苦しかったときのこと(7)

時短で職場に復帰してみたら、ちょうど同じ時期に、

仕事先の知人が鬱病で仕事を休み、復帰したことを知った。

私とチームを組んで仕事をしたこともある男性だった。

たまたま機会があって、彼と一緒にランチを食べた。

短い時間しか働けないこと、鬱病という病のこと。

そうした話をしているときに、彼が言った。

「“死”という選択肢が、こんなに簡単に現れるなんて、

思ってもみなかったよ。

死ぬことって、意外に身近に来るもんなんだね」と。

まったくの同感だった。

「そうなんですよ、ホント、二択ですよね。

どっちかしかなくて、目の前に選択肢が現れて」

お互い、それについて驚いたということを、確かめ合った。

そして「鬱病って、そういうものなんだ~」と二人で納得した。

死ぬことをまだ選択肢として持っていた私は、その後、

時短で働きながら徐々に、「生きる意味」も探すようになった。

しばらくは死ねないと思っていたし、

死ぬのはやっぱり怖かったからだ。

うまく死ねなかったら、一生、不自由な身体で

後悔し続けるかもしれない。

植物人間になったら、それこそ家族に迷惑をかける。

だからさ、でも、こんな私でも、生きてていいのかな。

ちょっとだけ、働けるようになってる気もするから、

無理しないで、地味に生きていけるかな。
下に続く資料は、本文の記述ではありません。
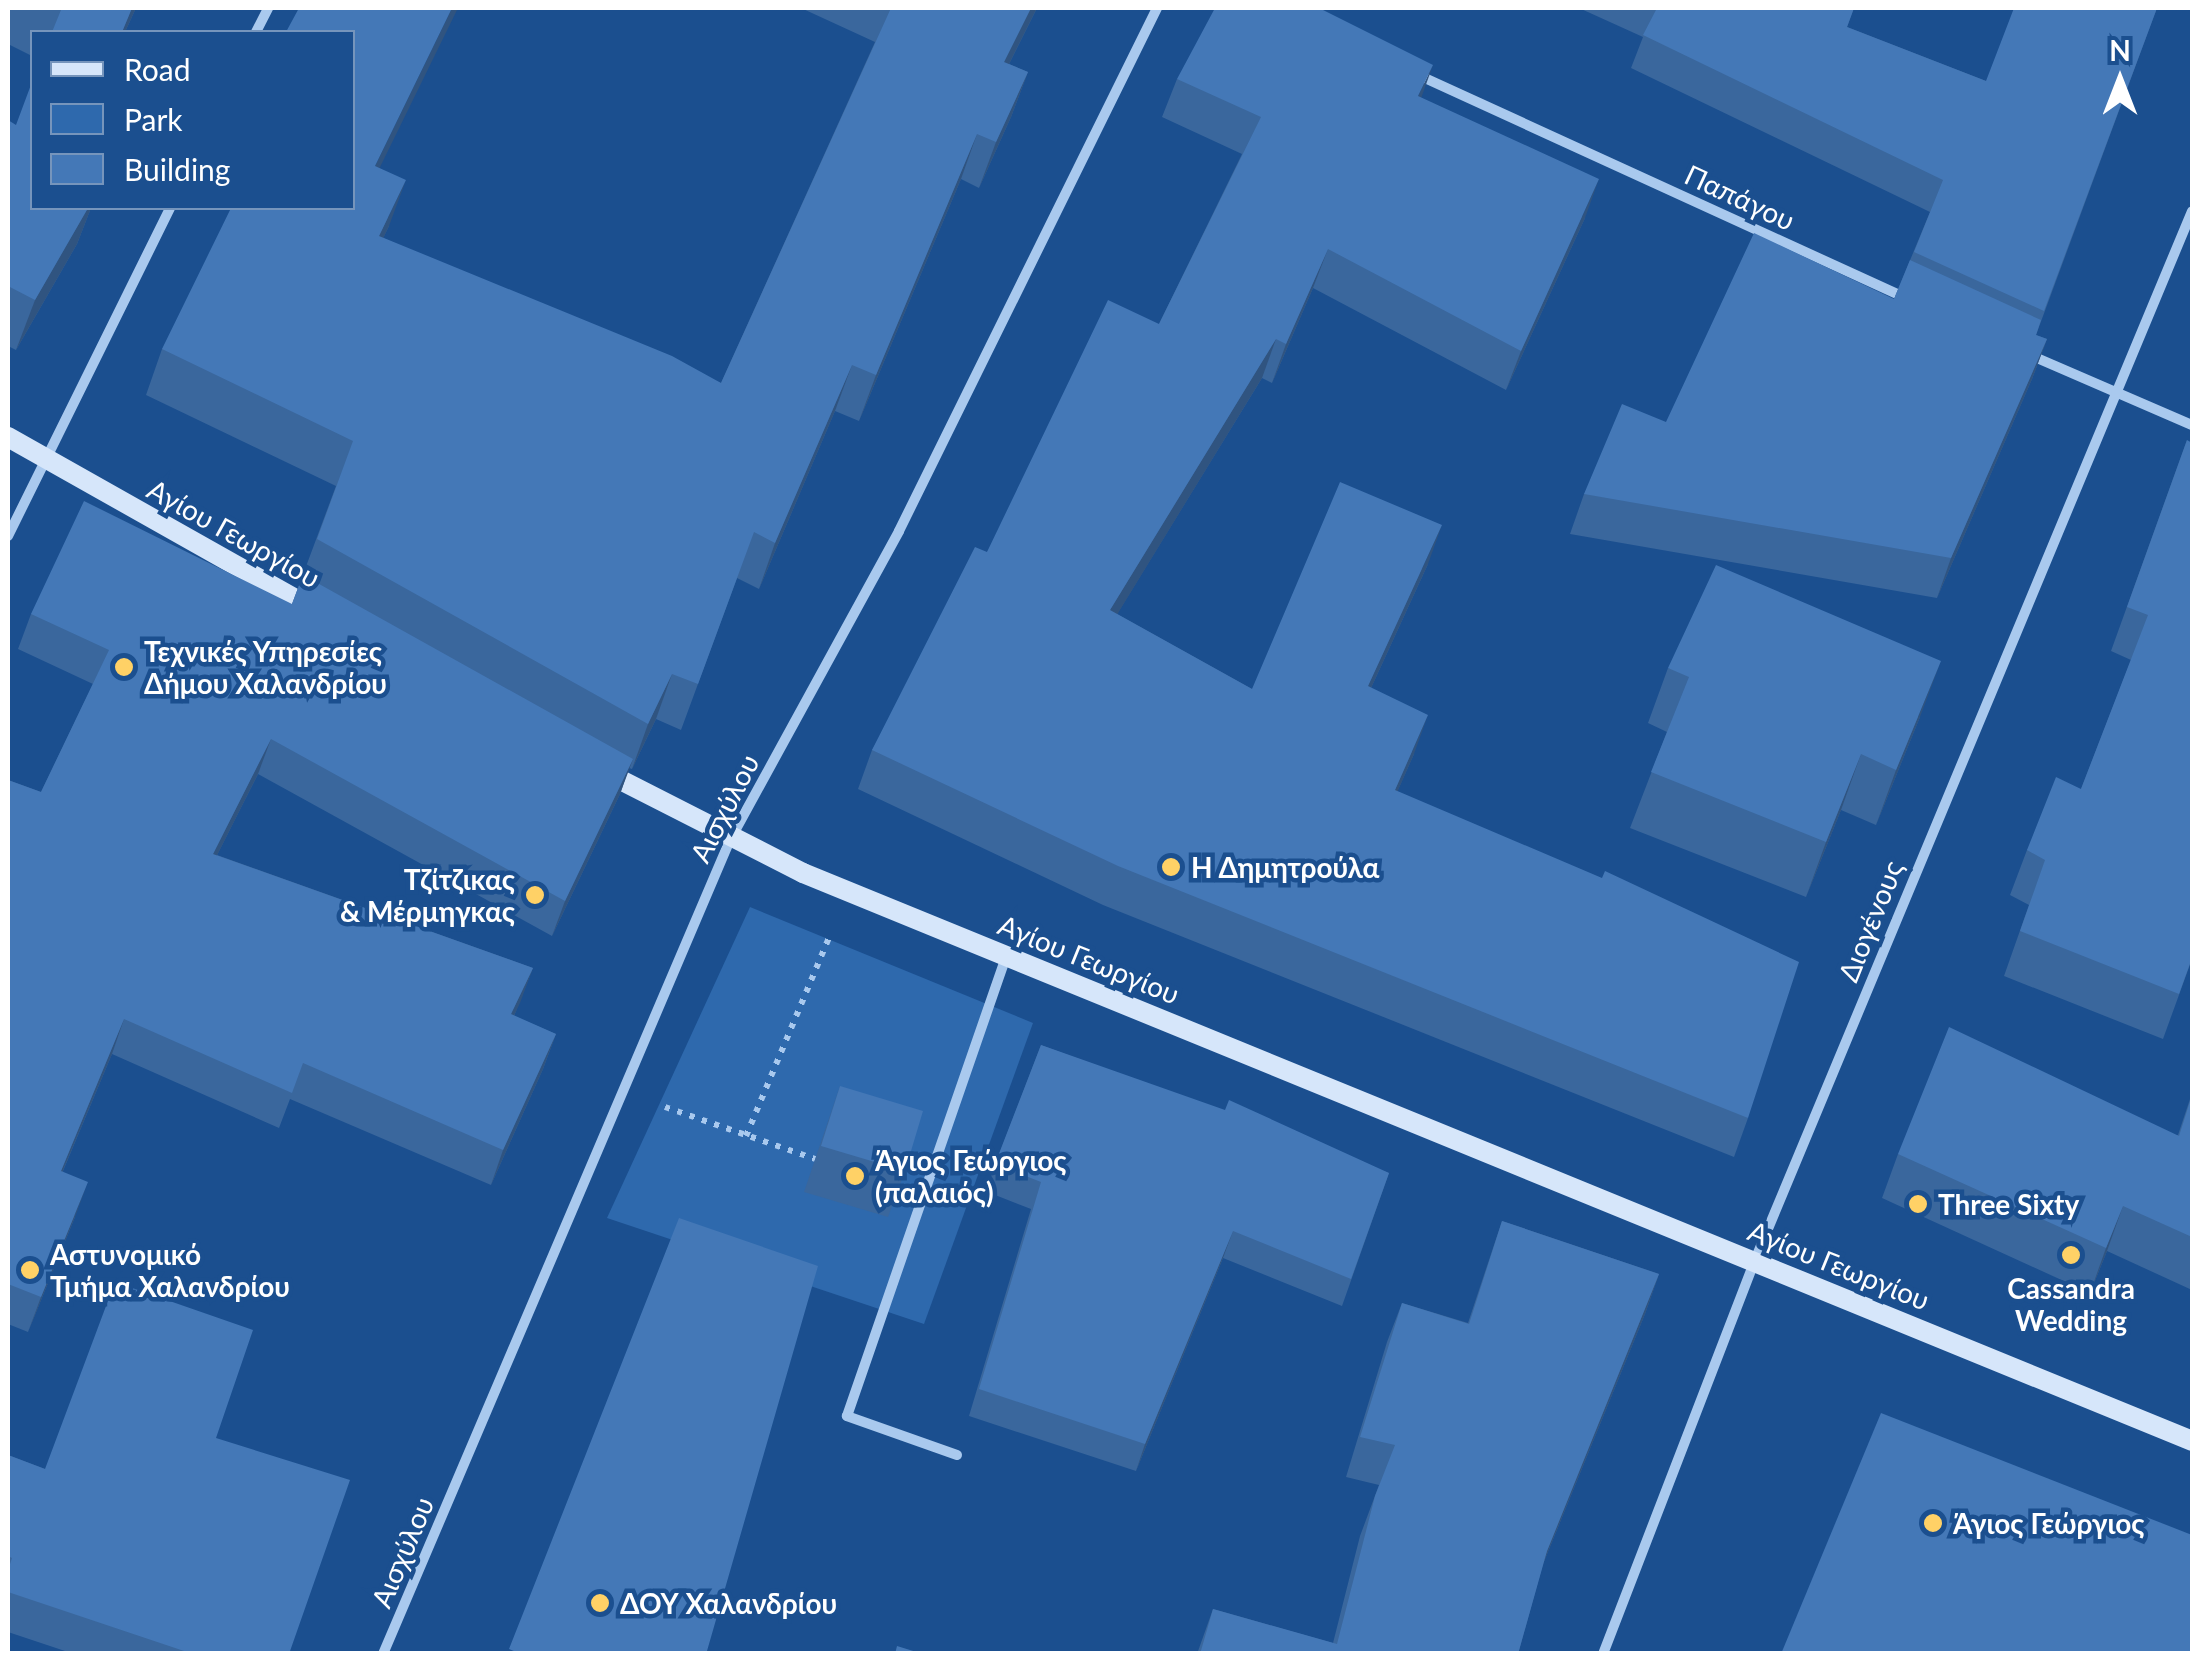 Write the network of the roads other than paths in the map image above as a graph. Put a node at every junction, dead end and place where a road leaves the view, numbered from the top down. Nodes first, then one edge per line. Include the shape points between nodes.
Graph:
1 (1157, 8) edge
2 (1396, 65) edge
3 (169, 210) edge
4 (2192, 211) edge
5 (1918, 303) edge
6 (2008, 344) edge
7 (2113, 392) junction
8 (2192, 426) edge
9 (8, 437) edge
10 (43, 458) junction
11 (8, 536) edge
12 (336, 622) edge
13 (578, 757) edge
14 (730, 840) junction
15 (1006, 955) junction
16 (1755, 1260) junction
17 (2192, 1442) edge
18 (958, 1455) dead end
19 (383, 1654) edge
20 (1603, 1654) edge

1 - 14 street, Αισχύλου via 900,531
2 - 5 street, Παπάγου
3 - 10 street
4 - 7 street, Διογένους
6 - 7 street
7 - 8 street
7 - 16 street, Διογένους
9 - 10 street, Αγίου Γεωργίου
10 - 11 street
10 - 12 street, Αγίου Γεωργίου
13 - 14 street, Αγίου Γεωργίου
14 - 15 street, Αγίου Γεωργίου
14 - 19 street, Αισχύλου
15 - 16 street, Αγίου Γεωργίου
15 - 18 street via 847,1416
16 - 17 street, Αγίου Γεωργίου
16 - 20 street, Διογένους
無理かな。

安いアパートに住んで、慎ましく暮らせば、なんとか……。

ある意味、ワラにもすがる思いだった。

相変わらず、自殺の裏サイトなどで死ぬ機会や方法を探りつつ、

一方で、「生きていてもいい理由」を探し続けた。

そうして半年が過ぎようとしていた頃。

鬱病だったその知人の男性が、再発・再入院の末、自死を選んだのだった。